『炎』の色

 来人はもう一人の神王しんおう候補者、陸と対峙する。


「はぁっ!!」

「おらああああ!!!」


 来人は十字架の剣を振るい、陸は大鎌を振り回す。

 互いに金色の弧を描き、刃と刃がぶつかり合う。


「なかなかやるじゃねえか。――なら、少し本気を出してやるか」


 数度の打ち合いの跡、陸は自身のスキルを発動させた。


「――陸のスキルは『炎』。全てを焼き尽くす、神の炎さ」


 陸の持つ王の証の大鎌、その刃に炎を纏う。


「――おらおらァ!! その程度かァ!?」


 陸はその炎を纏う煉獄の鎌を、まるで燃え盛る業火の様に激しく、それでいて舞う様に振るう。

 右から刃が向かって来るかと思えば、今度は左。

 激しい大鎌のラッシュが来人を襲う。


「ぐっ……」

 

 来人はその炎をなんとか剣で受け、いなす。

 しかし、ただでさえリーチの長い大鎌の攻撃に加えて、炎纏う事によって更にそのリーチは伸びている。

 炎が掠めるだけで、肌を焼く。

 来人の十字架の剣の有効範囲まで入り込めない。


 しかし、来人の『鎖』のスキルも負けてはいない。

 鍔迫り合いの間に鎖を巻き取る高速移動を絡めて縦横無尽に動き、手数で対抗する。

 

 しかし、陸はその高速移動も見切ったかの様に対応し、背後に回っても長い鎌の柄で防がれてしまい、ついには手数が追いつかれる。

 

「終わりだァ!!」

「しまっ――」


 来人の十字架の剣が陸の大鎌によって絡め捕られ、弾かれる。

 金色の剣の形をしていた柱は、主の手を離れて十字架へと戻り、砂場に刺さる。

 

 陸の持つ大鎌の纏う炎がより激しさを増す。

 そして、返しの刃でより強く大きな炎の斬撃が繰り出される。

 そのまま受ければ焼き殺されてしまうだろう。


「らいたん!!」


 ガーネは全力で波動を注ぎ込み、『氷』のスキルを発動。

 吹雪を起こしてモシャの作り出す風の壁を相殺する。

 しかし、来人の元へは間に合わない。


 大鎌が、来人に降り下ろされる。


 ――来人はユウリ先生の授業を思い出す。

 

 神の力は想像を創造する。

 しかし、それも無制限では無い。

 何故神は『鎖』や『氷』の様にスキルとして特定のイメージをメインとして使うのか。

 それはイメージを具現化するまでのタイムラグだ。


 自分中に強く残るイメージを魂の柱と紐づけて、器の上でスキルとして固定しておくことで、その力はいつでも即座に呼び出せる。
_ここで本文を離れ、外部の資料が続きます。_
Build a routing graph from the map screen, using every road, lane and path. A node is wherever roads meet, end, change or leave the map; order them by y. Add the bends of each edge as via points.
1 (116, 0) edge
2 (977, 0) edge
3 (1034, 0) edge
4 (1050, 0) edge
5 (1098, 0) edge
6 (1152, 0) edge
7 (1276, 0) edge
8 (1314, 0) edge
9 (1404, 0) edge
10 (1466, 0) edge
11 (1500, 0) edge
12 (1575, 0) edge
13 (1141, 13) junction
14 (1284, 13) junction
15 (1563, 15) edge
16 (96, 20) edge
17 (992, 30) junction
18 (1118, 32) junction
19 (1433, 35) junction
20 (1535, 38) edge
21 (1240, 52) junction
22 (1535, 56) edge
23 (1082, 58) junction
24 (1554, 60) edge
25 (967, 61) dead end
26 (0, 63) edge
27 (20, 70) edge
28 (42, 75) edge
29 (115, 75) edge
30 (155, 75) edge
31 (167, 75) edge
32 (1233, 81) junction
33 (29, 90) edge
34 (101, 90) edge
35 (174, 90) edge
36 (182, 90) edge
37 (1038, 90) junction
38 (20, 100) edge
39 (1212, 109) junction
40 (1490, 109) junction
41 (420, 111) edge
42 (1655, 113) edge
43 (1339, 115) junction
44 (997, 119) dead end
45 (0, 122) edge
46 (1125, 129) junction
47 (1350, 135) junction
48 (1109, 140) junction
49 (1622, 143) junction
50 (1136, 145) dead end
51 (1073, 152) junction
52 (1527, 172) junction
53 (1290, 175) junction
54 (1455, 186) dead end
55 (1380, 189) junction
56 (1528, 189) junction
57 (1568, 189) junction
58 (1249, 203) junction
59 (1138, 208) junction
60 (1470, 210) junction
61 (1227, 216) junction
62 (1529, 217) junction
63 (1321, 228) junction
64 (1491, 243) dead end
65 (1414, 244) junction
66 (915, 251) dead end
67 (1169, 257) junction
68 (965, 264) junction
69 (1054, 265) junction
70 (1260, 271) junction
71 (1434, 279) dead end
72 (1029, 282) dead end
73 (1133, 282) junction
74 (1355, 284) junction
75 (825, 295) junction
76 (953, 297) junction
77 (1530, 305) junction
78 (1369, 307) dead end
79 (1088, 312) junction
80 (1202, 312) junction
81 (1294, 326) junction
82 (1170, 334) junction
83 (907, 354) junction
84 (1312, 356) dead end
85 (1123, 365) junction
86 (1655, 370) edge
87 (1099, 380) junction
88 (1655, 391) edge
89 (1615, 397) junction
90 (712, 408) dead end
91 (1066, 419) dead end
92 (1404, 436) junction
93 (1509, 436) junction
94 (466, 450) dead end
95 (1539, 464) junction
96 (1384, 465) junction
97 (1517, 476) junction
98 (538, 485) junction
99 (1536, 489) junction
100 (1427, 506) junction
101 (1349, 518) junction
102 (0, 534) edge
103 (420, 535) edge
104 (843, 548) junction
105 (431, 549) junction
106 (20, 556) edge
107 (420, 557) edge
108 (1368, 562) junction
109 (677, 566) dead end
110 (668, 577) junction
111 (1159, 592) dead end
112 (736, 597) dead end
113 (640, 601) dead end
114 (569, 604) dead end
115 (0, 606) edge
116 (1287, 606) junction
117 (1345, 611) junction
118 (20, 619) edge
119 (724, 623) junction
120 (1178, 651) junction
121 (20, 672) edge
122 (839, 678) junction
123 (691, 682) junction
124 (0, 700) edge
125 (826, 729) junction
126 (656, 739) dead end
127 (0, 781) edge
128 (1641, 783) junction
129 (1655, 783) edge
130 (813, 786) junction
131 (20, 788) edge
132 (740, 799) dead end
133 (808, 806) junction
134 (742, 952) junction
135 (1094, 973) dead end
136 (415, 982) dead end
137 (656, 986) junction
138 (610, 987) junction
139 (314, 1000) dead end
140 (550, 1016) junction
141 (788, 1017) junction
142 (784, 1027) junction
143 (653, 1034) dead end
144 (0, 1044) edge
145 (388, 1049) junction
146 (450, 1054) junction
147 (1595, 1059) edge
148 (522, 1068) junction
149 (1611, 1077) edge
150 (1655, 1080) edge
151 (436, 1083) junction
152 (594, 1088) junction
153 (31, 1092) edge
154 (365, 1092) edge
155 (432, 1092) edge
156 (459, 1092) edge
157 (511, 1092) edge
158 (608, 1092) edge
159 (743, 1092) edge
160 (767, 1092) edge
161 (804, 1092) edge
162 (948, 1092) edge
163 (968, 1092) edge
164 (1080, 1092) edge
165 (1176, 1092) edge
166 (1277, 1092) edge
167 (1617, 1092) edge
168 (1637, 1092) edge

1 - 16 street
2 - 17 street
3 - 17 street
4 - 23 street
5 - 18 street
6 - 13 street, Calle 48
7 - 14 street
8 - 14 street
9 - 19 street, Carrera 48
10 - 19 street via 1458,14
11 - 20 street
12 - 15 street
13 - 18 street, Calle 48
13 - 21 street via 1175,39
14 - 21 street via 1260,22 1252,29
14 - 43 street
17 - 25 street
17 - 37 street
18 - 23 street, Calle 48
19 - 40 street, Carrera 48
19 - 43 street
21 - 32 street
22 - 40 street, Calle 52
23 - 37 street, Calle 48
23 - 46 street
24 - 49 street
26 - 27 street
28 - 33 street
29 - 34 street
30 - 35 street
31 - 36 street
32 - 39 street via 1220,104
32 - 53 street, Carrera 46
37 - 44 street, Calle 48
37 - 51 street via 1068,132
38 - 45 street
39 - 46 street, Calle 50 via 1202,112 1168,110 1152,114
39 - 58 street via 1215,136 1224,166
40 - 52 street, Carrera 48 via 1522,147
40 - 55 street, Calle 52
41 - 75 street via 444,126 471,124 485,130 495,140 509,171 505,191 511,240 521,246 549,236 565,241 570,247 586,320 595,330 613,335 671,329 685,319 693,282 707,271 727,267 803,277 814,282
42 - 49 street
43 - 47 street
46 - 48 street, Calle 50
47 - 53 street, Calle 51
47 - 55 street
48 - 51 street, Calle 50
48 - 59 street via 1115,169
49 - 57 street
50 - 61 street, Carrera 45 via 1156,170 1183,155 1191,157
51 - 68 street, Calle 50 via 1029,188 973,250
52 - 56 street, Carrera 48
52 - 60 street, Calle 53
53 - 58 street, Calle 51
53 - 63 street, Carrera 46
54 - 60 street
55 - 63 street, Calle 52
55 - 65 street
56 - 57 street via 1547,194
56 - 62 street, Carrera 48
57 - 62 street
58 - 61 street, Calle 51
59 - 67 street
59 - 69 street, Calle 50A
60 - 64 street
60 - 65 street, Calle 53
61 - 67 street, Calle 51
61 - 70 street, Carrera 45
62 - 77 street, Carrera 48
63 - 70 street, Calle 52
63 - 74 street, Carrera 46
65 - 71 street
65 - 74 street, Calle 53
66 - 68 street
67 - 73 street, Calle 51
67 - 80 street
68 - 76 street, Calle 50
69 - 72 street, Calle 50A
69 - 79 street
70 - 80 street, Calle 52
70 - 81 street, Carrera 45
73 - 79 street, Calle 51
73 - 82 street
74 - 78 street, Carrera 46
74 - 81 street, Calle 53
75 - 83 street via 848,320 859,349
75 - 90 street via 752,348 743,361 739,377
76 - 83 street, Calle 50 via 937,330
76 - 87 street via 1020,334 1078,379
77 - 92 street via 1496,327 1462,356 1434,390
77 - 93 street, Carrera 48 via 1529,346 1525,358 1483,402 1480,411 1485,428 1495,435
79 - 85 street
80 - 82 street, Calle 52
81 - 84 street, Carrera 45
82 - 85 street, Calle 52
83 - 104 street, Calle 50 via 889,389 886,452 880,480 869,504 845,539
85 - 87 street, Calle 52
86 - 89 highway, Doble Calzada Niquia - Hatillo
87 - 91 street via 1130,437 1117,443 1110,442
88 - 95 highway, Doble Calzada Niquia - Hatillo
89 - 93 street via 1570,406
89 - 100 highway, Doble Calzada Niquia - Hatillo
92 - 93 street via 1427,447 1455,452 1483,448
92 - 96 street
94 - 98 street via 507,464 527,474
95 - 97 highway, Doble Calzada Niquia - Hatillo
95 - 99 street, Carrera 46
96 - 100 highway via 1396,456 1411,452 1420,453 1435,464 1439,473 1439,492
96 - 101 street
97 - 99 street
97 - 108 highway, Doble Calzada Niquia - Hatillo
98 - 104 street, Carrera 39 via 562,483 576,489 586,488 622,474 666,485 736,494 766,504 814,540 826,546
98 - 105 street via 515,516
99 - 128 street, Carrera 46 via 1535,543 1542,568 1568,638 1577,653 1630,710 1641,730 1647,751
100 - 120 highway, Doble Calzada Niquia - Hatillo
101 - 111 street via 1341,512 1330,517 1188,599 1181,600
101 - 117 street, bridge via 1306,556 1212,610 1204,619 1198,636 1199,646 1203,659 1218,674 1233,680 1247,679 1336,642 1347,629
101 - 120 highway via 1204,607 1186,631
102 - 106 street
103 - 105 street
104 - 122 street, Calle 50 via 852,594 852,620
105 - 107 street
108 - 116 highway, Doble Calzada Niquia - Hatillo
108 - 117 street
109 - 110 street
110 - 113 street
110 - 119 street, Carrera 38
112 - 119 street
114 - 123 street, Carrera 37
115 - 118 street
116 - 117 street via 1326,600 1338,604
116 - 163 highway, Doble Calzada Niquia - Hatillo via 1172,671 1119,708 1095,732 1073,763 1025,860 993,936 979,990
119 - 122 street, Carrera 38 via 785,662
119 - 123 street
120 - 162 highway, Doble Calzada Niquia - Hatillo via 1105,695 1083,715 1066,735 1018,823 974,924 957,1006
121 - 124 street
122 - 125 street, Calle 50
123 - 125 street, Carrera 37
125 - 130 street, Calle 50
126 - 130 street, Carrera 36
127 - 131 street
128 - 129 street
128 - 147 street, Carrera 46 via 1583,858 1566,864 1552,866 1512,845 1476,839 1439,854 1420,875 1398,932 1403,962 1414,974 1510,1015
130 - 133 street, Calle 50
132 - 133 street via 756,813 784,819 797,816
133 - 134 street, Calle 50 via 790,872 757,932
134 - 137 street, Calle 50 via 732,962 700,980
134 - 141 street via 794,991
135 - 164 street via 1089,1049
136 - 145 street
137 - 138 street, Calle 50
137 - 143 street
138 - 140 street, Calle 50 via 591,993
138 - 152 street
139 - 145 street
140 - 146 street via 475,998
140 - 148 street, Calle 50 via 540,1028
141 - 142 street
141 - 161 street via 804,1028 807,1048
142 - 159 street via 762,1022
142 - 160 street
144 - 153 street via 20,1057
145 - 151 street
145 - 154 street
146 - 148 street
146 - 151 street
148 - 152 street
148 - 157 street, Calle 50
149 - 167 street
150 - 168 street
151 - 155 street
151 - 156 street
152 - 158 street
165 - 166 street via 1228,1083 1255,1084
 逆に新たな物を想像しようとすれば、その骨格や形状、材質など全てをゼロからイメージして構築する必要が有るので、咄嗟の戦闘で上手く活用出来ないのだ。

 勿論スキルを幾つも魂の器に固定してしまえば、その分容量を食ってしまうし、器の世界には来人が夢で見た様に記憶なんかも保存されているのでその全てをスキルの固定には充てられない。

 

 パレットの上が絵の具でいっぱいになってしまえば、新たな色を調色する場所が無い。

 白い余白を残しておく事で、初めて赤と青を混ぜて紫を作る事が出来るのだ。


 ――来人君は、わたしよりも遥かに強い素質を持っています。

 

 普通の神々は魂の柱と紐づけたスキルを一つ持つのがやっと。

 スキルを二つも三つも持てる神は、それだけ器に余裕が有る者だけだ。

 

 しかし裏を返せば、スキルを二つ持てる程に器に余裕が有れば、そしてスキルと紐づけられる柱を二本持っていれば、それは理論上可能なのである。

 つまり――、

 

 ――王の血を継ぎ、破格の器と波動を持った来人君なら、出来るはずです。